▸ **Assigned task**: Determine how many lines in the data below contain "Right" and write only that number.

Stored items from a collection
++++++++++++++++++++

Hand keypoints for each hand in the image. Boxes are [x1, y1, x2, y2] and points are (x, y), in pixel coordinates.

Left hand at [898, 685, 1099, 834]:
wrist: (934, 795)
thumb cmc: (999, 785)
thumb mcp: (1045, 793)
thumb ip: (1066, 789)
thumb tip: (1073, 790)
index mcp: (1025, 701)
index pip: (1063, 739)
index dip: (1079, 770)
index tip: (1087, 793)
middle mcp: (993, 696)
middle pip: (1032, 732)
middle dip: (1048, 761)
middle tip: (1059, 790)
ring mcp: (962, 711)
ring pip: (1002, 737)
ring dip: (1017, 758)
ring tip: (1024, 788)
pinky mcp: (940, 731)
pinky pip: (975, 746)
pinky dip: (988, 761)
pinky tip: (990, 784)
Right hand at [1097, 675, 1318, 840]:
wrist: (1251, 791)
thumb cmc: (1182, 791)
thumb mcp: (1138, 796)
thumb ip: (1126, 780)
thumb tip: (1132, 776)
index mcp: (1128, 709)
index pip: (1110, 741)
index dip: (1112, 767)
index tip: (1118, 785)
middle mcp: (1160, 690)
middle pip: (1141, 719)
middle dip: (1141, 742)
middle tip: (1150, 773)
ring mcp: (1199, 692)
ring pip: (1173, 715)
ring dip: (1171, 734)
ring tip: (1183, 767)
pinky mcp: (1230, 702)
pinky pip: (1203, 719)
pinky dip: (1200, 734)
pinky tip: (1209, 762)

++++++++++++++++++++

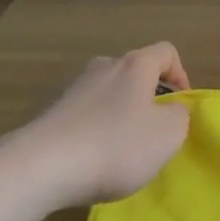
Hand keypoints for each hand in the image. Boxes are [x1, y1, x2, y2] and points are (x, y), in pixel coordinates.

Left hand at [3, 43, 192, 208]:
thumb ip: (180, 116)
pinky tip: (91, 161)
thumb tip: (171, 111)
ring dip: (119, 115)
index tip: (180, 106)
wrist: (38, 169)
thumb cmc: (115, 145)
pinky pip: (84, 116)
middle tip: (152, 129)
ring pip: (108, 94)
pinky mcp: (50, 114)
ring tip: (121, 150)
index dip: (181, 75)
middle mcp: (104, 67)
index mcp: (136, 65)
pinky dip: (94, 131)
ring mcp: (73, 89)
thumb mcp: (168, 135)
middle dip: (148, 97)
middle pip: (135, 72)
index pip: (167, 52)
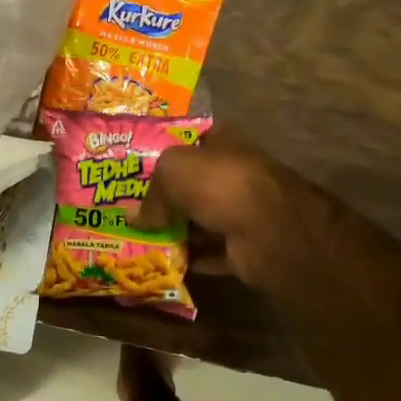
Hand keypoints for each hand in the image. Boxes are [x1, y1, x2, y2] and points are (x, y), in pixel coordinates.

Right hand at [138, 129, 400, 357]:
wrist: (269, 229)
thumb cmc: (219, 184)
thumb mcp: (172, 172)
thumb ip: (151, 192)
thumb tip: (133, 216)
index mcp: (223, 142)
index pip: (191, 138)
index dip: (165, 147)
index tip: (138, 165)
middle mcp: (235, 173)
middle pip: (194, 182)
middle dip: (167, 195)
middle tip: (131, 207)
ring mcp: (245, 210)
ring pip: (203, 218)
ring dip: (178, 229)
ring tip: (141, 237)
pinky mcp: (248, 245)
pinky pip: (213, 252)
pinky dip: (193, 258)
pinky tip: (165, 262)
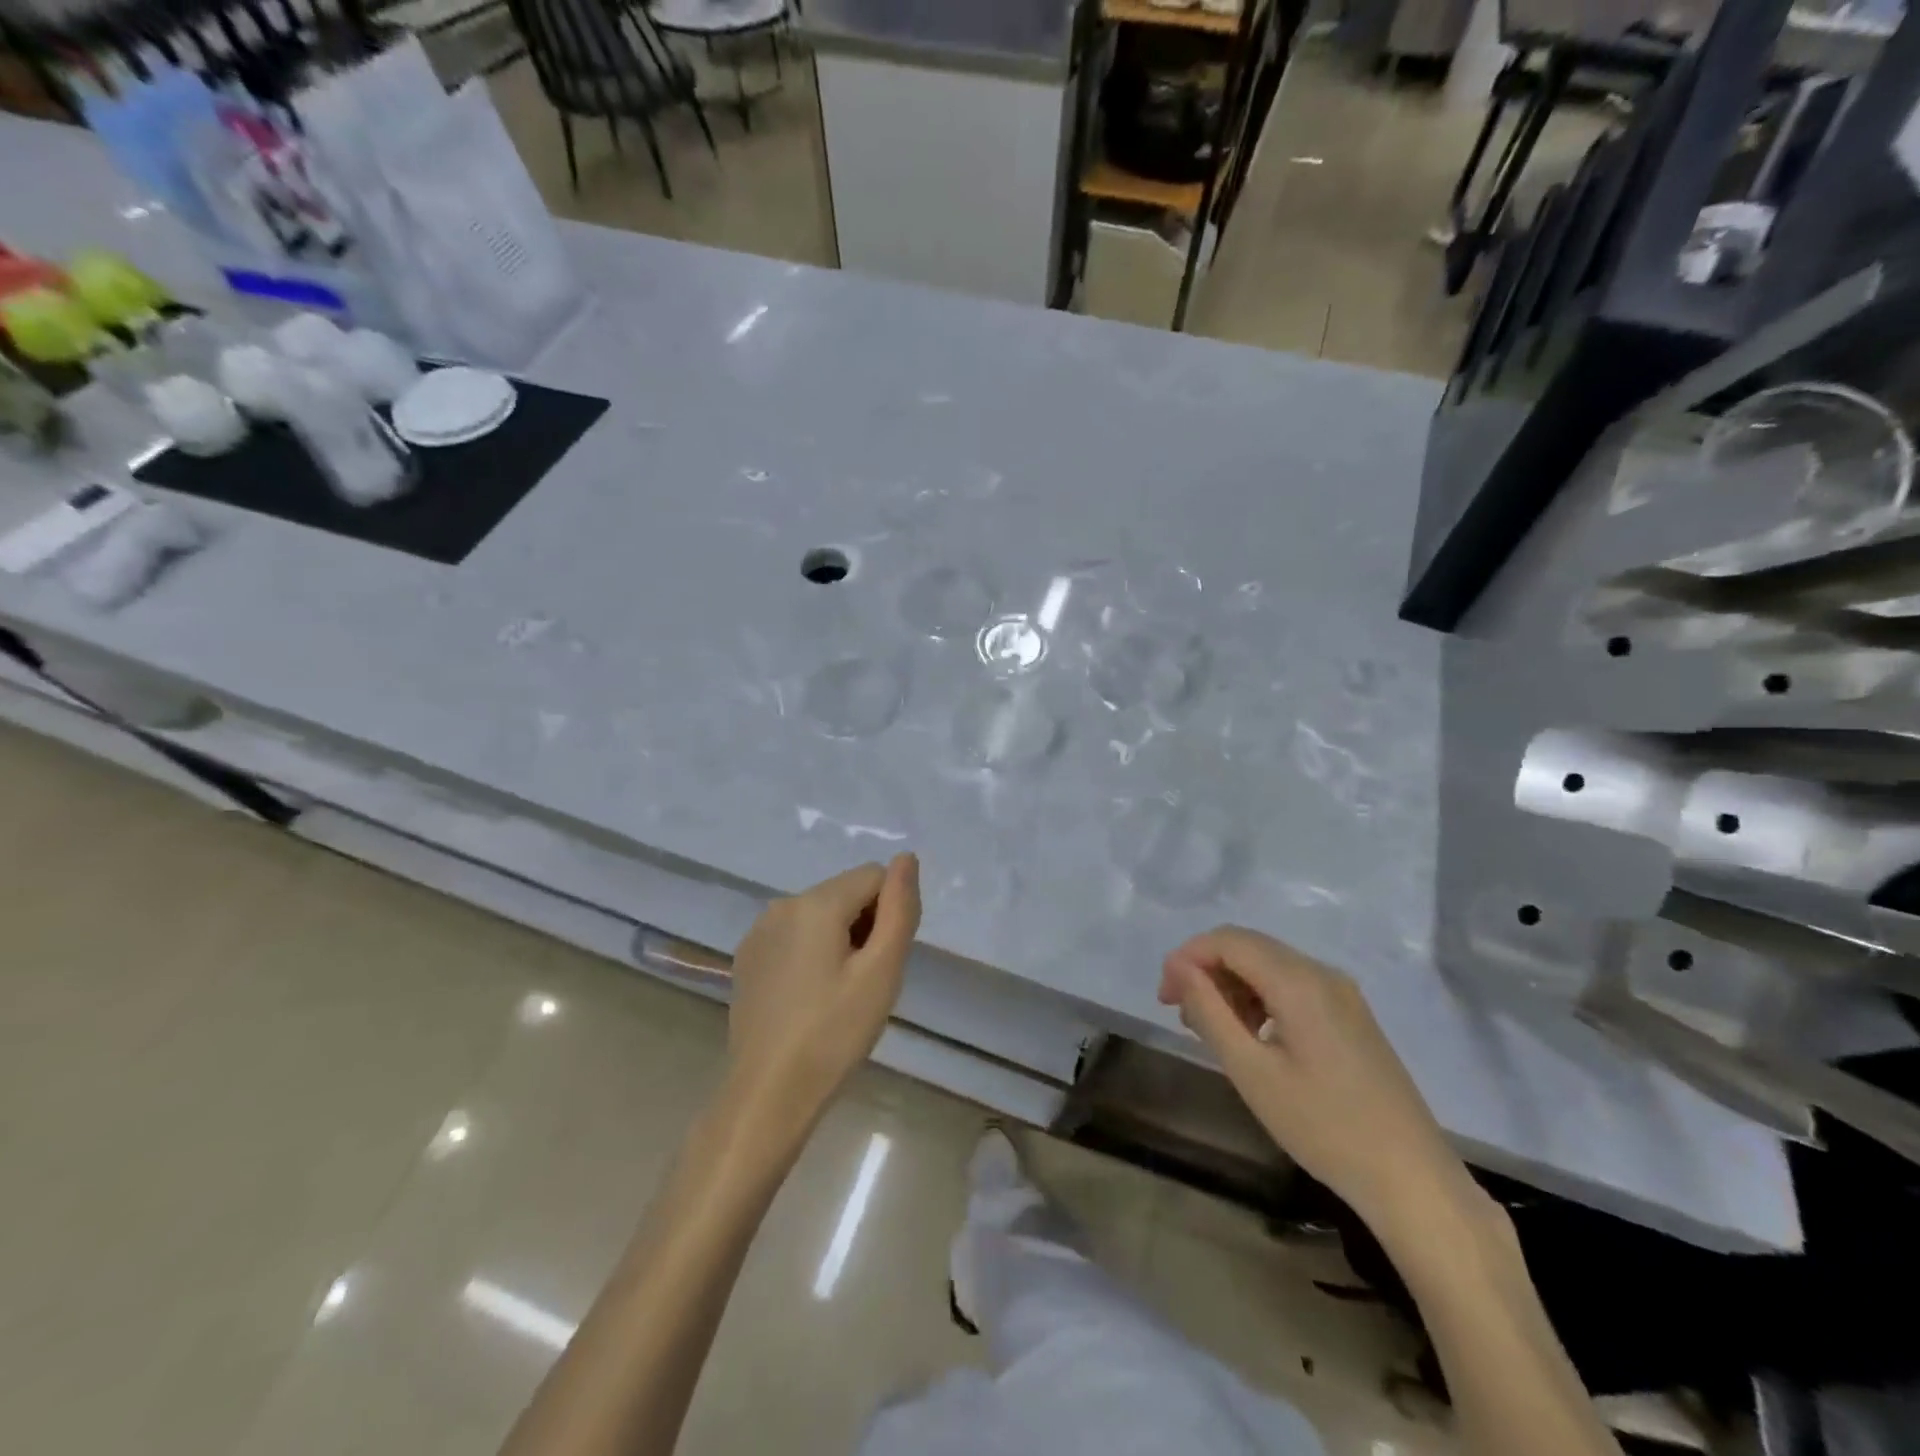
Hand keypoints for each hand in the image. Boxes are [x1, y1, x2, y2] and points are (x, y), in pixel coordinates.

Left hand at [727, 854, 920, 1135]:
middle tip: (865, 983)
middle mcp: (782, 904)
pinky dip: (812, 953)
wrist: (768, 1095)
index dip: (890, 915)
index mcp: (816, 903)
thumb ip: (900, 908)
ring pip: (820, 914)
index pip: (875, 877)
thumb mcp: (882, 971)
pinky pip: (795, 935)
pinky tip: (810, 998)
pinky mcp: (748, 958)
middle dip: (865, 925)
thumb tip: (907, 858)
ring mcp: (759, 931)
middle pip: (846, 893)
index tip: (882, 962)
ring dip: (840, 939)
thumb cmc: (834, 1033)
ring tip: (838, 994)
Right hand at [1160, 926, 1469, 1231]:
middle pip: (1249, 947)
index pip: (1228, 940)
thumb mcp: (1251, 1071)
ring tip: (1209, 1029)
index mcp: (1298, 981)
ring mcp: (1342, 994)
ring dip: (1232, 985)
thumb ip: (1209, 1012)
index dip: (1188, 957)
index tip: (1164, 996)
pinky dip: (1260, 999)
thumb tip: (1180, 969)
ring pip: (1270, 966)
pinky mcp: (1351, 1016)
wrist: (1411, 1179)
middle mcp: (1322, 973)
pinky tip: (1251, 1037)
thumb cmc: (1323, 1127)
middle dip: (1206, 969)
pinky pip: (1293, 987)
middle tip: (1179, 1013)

++++++++++++++++++++

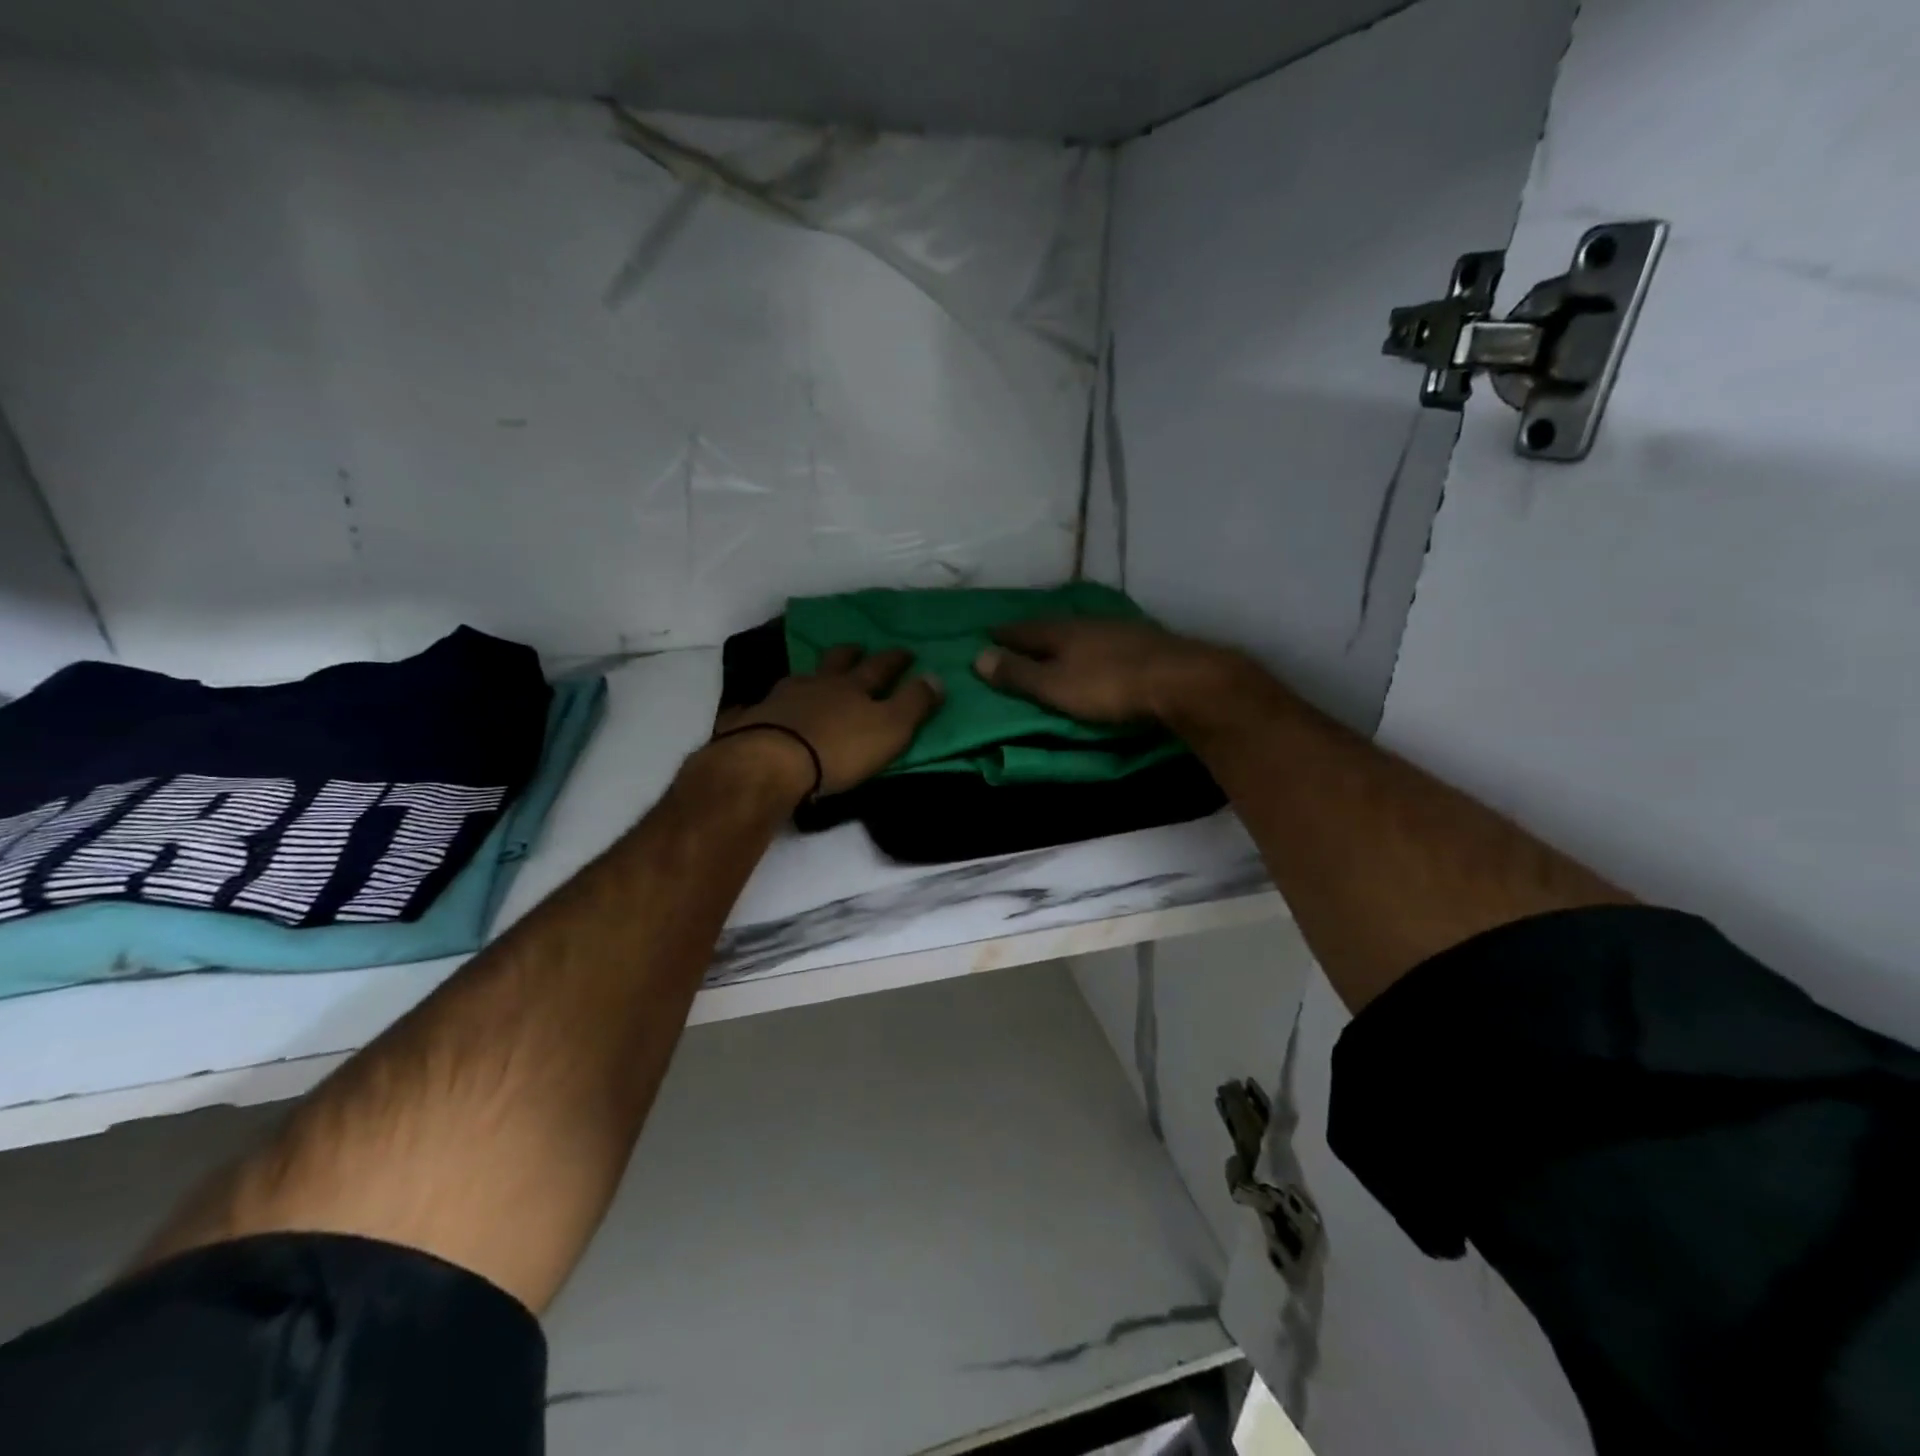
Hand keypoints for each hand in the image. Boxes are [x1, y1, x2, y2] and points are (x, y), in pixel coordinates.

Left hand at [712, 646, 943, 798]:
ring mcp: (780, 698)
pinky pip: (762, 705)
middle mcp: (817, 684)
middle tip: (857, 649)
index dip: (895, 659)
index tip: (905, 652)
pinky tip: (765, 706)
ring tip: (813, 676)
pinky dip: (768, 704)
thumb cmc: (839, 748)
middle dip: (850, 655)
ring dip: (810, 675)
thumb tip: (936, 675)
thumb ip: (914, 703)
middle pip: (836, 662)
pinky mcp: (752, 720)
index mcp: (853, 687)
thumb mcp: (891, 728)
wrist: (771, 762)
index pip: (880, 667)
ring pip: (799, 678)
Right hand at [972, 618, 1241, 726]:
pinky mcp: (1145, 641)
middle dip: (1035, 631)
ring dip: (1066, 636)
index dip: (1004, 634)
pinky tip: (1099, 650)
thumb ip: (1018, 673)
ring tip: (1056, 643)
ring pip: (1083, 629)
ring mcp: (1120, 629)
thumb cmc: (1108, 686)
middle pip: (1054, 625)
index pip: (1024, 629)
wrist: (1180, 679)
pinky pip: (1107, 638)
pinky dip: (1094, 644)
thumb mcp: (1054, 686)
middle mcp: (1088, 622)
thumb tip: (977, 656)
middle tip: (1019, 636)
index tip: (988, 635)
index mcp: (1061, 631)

++++++++++++++++++++

▸ **Completed task**: 4